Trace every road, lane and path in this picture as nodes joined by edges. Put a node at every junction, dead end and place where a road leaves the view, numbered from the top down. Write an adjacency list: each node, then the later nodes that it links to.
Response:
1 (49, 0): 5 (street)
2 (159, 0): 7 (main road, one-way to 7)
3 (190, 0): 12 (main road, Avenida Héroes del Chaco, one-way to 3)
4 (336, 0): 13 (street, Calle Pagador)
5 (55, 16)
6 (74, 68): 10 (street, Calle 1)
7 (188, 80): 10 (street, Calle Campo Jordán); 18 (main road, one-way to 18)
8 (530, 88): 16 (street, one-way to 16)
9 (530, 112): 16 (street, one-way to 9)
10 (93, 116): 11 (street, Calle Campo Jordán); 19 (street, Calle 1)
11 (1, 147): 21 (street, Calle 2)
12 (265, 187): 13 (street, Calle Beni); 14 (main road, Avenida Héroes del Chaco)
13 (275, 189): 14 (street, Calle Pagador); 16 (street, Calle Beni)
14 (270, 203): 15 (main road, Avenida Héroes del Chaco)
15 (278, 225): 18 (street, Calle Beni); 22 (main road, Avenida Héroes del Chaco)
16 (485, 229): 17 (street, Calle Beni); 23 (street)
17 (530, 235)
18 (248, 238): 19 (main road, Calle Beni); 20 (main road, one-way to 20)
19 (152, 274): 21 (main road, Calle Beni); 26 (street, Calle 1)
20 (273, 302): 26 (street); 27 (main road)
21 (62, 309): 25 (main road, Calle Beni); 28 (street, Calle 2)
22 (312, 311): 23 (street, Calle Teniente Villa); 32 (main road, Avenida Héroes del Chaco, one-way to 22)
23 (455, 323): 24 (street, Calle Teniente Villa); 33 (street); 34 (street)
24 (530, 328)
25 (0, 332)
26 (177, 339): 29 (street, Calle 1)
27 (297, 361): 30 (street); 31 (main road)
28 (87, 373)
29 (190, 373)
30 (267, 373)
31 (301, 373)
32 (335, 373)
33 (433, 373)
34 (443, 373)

————————

TASK OBJECTIVE
Copy every line of the material in which the word "Beni" occurs.

RESULT BELOW
12 (265, 187): 13 (street, Calle Beni); 14 (main road, Avenida Héroes del Chaco)
13 (275, 189): 14 (street, Calle Pagador); 16 (street, Calle Beni)
15 (278, 225): 18 (street, Calle Beni); 22 (main road, Avenida Héroes del Chaco)
16 (485, 229): 17 (street, Calle Beni); 23 (street)
18 (248, 238): 19 (main road, Calle Beni); 20 (main road, one-way to 20)
19 (152, 274): 21 (main road, Calle Beni); 26 (street, Calle 1)
21 (62, 309): 25 (main road, Calle Beni); 28 (street, Calle 2)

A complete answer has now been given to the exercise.